WHAT IS BEING ASKED — Return all lines in the data where the string "roads" can be found.

SUPPLIED MATERIAL —
========

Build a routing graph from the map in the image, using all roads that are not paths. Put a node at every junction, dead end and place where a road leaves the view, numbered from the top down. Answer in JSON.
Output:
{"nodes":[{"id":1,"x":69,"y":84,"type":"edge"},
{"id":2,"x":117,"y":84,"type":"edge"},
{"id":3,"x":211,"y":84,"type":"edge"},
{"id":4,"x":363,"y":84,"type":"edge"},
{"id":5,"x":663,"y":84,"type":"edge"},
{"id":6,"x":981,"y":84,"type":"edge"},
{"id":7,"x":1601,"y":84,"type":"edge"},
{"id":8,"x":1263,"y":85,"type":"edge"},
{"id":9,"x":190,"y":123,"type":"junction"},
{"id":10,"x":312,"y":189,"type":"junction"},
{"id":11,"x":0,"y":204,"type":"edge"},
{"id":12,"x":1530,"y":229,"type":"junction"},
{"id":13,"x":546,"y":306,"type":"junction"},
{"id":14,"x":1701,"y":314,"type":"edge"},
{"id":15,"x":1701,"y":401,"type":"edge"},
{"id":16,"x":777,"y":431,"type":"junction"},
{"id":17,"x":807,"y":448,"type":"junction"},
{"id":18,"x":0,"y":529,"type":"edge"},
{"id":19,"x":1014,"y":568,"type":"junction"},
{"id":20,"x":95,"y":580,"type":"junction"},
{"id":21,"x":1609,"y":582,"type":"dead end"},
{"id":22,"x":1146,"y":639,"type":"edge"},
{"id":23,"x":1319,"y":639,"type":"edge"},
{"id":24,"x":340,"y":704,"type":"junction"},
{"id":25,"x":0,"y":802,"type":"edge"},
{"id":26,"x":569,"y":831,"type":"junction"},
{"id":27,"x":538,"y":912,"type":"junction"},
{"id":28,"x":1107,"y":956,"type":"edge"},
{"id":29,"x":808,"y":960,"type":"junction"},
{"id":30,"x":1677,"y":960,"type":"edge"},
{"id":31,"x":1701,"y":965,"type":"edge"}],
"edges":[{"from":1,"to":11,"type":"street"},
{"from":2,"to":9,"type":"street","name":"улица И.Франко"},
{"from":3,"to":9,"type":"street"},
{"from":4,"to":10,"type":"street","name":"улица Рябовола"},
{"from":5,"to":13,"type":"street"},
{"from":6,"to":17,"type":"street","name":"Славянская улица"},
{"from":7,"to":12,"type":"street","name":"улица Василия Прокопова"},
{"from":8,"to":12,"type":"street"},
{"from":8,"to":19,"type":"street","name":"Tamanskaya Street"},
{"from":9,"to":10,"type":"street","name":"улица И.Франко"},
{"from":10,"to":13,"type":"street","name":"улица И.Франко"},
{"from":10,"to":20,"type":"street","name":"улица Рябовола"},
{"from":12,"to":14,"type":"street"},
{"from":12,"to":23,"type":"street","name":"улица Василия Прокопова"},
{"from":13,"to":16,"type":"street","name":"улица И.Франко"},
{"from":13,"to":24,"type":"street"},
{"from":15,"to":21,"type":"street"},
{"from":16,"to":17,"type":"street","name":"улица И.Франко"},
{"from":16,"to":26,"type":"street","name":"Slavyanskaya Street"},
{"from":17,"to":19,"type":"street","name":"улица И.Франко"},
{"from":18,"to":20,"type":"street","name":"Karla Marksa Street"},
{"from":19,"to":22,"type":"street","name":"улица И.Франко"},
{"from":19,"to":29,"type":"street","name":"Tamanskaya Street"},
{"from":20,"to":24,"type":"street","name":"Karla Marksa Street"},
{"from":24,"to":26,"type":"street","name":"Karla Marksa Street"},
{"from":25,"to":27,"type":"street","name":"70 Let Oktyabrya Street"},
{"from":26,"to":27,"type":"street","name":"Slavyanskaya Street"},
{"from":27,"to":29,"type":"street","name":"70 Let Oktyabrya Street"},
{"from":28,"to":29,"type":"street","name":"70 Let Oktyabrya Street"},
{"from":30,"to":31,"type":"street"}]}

========

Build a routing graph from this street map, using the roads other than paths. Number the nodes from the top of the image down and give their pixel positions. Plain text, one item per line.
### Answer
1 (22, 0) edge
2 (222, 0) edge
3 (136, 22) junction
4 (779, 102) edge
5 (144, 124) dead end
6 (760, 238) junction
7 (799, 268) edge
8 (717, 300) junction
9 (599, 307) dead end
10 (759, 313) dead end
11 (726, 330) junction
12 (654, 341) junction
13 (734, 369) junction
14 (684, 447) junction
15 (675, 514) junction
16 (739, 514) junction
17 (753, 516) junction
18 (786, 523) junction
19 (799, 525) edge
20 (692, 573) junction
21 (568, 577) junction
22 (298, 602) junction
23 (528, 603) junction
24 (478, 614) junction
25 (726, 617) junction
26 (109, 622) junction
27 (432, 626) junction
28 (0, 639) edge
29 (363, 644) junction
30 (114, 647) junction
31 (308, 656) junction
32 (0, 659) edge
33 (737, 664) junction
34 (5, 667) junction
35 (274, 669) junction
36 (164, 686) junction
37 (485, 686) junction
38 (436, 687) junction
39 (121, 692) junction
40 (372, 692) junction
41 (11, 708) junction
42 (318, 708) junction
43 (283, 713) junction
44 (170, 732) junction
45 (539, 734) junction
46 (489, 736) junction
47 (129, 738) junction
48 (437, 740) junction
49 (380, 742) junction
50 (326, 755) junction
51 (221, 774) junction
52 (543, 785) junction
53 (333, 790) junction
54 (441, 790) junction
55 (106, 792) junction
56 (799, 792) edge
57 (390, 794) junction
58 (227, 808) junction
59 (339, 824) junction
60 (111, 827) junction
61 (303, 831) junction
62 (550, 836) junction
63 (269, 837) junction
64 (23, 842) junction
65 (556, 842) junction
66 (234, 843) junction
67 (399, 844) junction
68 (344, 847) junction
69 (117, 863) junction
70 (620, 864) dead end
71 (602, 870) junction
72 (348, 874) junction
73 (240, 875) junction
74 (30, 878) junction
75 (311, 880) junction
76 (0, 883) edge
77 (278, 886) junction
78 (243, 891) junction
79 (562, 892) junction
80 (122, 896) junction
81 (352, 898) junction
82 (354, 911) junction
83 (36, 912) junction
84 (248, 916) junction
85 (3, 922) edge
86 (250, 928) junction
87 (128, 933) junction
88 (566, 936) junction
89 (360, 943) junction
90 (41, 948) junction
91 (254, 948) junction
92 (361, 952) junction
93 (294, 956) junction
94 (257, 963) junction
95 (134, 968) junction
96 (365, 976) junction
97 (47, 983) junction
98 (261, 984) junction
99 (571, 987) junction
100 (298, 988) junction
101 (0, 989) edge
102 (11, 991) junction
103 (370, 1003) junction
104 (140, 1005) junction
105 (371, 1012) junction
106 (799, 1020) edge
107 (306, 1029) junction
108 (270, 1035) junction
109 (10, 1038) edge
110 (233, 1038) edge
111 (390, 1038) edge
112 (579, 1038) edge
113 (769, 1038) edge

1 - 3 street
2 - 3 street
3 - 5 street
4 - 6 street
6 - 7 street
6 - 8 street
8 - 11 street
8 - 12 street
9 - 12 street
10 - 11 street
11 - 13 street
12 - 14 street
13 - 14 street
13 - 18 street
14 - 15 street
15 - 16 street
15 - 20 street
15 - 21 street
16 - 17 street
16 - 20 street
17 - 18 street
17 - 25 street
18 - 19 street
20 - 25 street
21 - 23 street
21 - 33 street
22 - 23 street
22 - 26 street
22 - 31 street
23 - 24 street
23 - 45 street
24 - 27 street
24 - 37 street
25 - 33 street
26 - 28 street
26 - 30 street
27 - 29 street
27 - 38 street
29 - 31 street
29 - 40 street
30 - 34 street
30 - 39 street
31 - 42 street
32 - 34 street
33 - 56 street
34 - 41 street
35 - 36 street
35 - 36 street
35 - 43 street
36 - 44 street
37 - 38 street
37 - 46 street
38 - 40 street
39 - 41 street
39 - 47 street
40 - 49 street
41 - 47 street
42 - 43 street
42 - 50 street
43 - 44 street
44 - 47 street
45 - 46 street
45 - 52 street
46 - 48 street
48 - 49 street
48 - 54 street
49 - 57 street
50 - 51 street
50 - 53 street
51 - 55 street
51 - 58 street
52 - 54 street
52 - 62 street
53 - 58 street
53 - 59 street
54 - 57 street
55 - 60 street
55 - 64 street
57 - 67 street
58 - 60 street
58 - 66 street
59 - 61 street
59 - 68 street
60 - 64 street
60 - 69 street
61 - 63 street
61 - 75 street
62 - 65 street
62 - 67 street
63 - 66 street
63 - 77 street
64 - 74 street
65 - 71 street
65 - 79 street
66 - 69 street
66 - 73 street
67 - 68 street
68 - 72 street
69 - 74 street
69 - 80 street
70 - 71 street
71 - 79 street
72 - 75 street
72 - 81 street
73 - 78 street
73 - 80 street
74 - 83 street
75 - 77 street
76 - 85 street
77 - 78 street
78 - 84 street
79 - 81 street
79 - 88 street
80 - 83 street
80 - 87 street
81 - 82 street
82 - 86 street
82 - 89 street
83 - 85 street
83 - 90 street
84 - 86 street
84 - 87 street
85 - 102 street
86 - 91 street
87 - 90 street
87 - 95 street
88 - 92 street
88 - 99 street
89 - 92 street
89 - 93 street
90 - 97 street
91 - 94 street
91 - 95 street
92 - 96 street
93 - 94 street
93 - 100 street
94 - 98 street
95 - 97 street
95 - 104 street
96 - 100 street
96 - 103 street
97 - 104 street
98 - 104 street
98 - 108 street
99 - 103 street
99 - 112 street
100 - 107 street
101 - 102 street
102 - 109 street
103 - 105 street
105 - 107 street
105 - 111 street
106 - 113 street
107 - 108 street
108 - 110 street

========

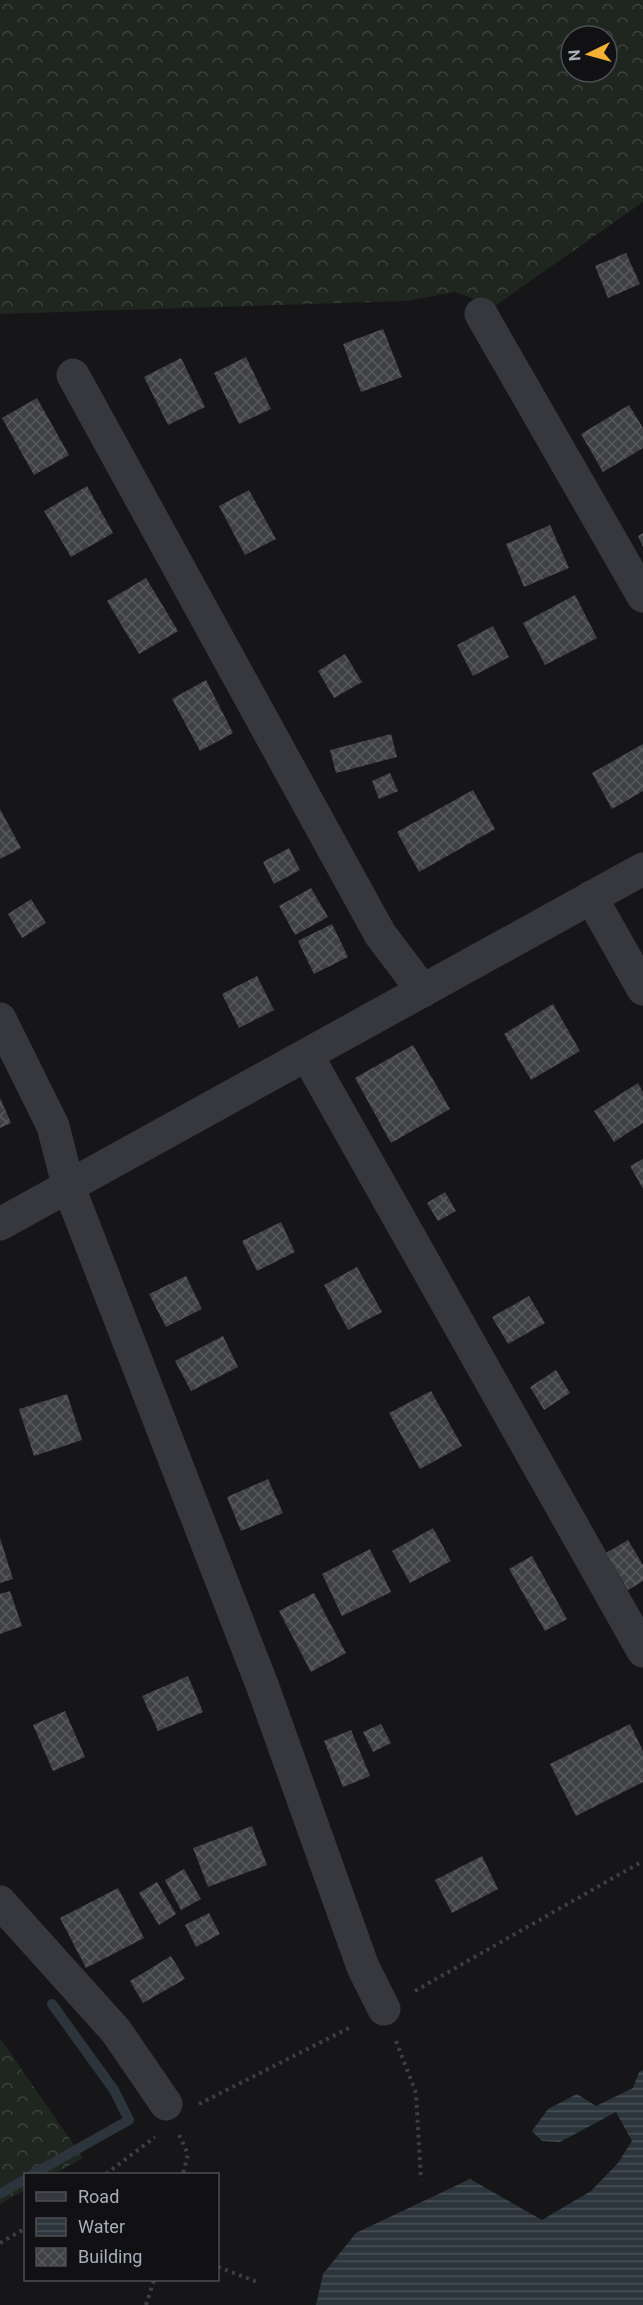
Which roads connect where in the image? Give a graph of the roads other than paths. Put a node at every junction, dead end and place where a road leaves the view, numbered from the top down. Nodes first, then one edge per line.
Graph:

========

RESPONSE AREA —
Build a routing graph from the map in the image, using all roads that are not paths. Put a node at every junction, dead end and place where a road leaves the view, numbered from the top down. Answer in JSON.
Build a routing graph from this street map, using the roads other than paths. Number the nodes from the top of the image down and give their pixel positions. Plain text, one item per line.
Which roads connect where in the image? Give a graph of the roads other than paths. Put a node at every junction, dead end and place where a road leaves the view, numbered from the top down. Nodes first, then one edge per line.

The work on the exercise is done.